FIP(猫伝染性腹膜炎)

FELINE INFECTIOUS PERITONITIS (FIP)

猫の飼い主の為のFIP
(猫伝染性腹膜炎)に関する情報

Dr. Stephanie Sorrell, Prof. Severine Tasker, Dr. Sam Taylor,
Dr. Emi Barker, and Prof. Danielle Gunn-Moore

FIPって何?

FIPは猫伝染性腹膜炎とも言いますが、本当に厄介な病気です。
猫コロナウイルスによって引き起こされます。COVID-19と同じ分類に属していますが、全く異なるものです。
猫コロナウイルスは猫にのみ感染し、人に感染ことはありません。

かかりつけの獣医師は、血液検査、尿検査、眼科検査、胸部・腹部レントゲン検査などのいくつかの検査を行います。
もし胸部や腹部に浸出液が見つかれば、それを採取し検査することはとてもFIPの診断に役立ちます。異常を示す臓器からのサンプル採取の為の追加検査が必要となるかもしれません。例えば肝臓、腎臓、腹部リンパ節に針を刺してサンプルを採取することもあります。

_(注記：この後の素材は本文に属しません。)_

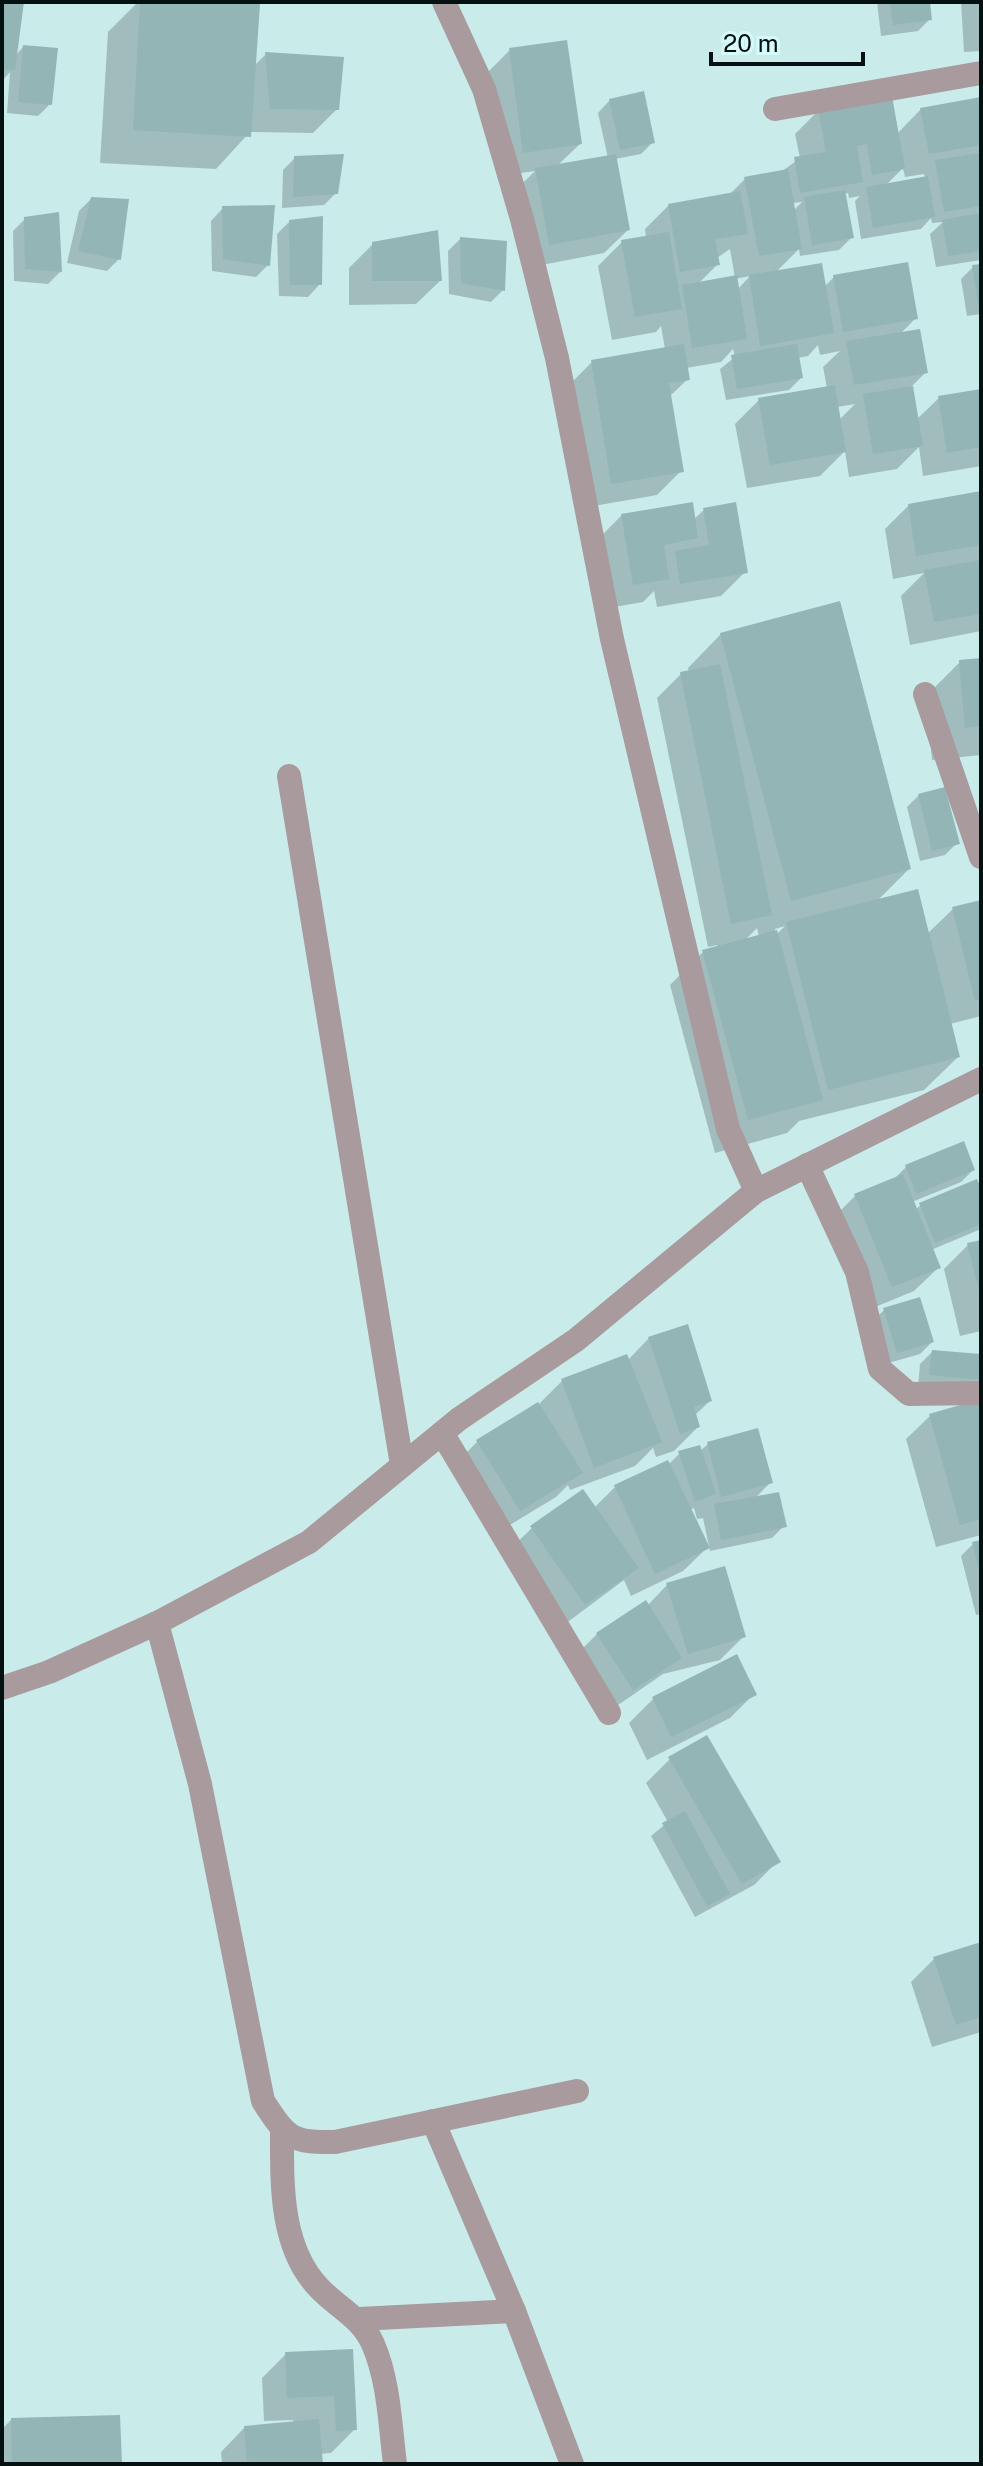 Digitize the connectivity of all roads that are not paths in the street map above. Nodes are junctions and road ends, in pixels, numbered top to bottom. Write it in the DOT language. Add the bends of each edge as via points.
graph roads {
  1 [pos="444,2"];
  2 [pos="981,73"];
  3 [pos="775,109"];
  4 [pos="925,694"];
  5 [pos="289,776"];
  6 [pos="981,857"];
  7 [pos="981,1079"];
  8 [pos="807,1165"];
  9 [pos="756,1191"];
  10 [pos="981,1393"];
  11 [pos="442,1433"];
  12 [pos="402,1465"];
  13 [pos="157,1623"];
  14 [pos="2,1688"];
  15 [pos="609,1713"];
  16 [pos="577,2091"];
  17 [pos="433,2121"];
  18 [pos="282,2131"];
  19 [pos="514,2311"];
  20 [pos="359,2319"];
  21 [pos="395,2464"];
  22 [pos="572,2464"];
  1 -- 9 [label="street" via="484,89 522,219 557,358 612,639 728,1129"];
  2 -- 3 [label="street"];
  4 -- 6 [label="street"];
  5 -- 12 [label="street"];
  7 -- 8 [label="street"];
  8 -- 9 [label="street"];
  8 -- 10 [label="street" via="857,1272 880,1369 909,1394"];
  9 -- 11 [label="street" via="576,1340"];
  11 -- 12 [label="street"];
  11 -- 15 [label="street"];
  12 -- 13 [label="street" via="309,1542"];
  13 -- 14 [label="street"];
  13 -- 18 [label="street" via="200,1784 263,2101"];
  16 -- 17 [label="street"];
  17 -- 18 [label="street" via="335,2142 299,2143"];
  17 -- 19 [label="street"];
  18 -- 20 [label="street" via="282,2191 297,2257 317,2286"];
  19 -- 20 [label="street"];
  19 -- 22 [label="street"];
  20 -- 21 [label="street" via="383,2377"];
}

FIPの診断を確定する検査は、関連した異常や病変がFIPに一致した上で、猫コロナウイルス自体の存在を見つけるものです。
免疫組織化学検査(生検サンプルを用います)や免疫細胞化学検査あるいは免疫蛍光染色(IF)検査(浸出液サンプルあるいは肝臓、腎臓、リンパ節のような臓器からの針生検サンプルを用います)がこれらの検査にあたります。
もしあなたの猫が神経症状(発作をおこすあるいはふらふら歩くというような)持っているのなら、脳の画像診断(MRI)のような更に詳しい検査や脳脊髄液を採取することが必要となるかもしれません。
FIPの診断を確定するサンプル採取は、通常、採取することが猫の負担となる為(全身麻酔や手術が必要となるので)、獣医師はしばしば、より簡単に得られる情報や検査に基づきFIPの診断を試み、それらだけで出来る限り確信できる診断に近づくようにします。
例えば、あなたの猫の年齢、品種、病歴(避妊去勢、転居、シェルターからの引き取りのような最近のストレスとなるような出来事がFIPを発症の確率を増やすことがあります)、臨床症状(例えば腹部や胸部の液体の貯留)、高タンパク血症、肝酵素や炎症マーカー(例えばAGP-1)の上昇などの血液検査の異常を見つけることにより診断に近づくようにします。
もし浸出液が存在すれば、あなたのかかりつけの獣医師はその液体をサンプルとして得ようとします。
そしてその液体にFIPと一致した所見(多くが麦藁色でとろりとした粘ちょう性があります)があるかを調べるでしょう。
その後、その液体の中にFIPが存在するかを調べるために検査センターにそのサンプルを送ります。
この診断検査は、肝疾患、他の感染症、癌のなどのFIPと間違えやすい他の疾患と鑑別するためにとても重要です。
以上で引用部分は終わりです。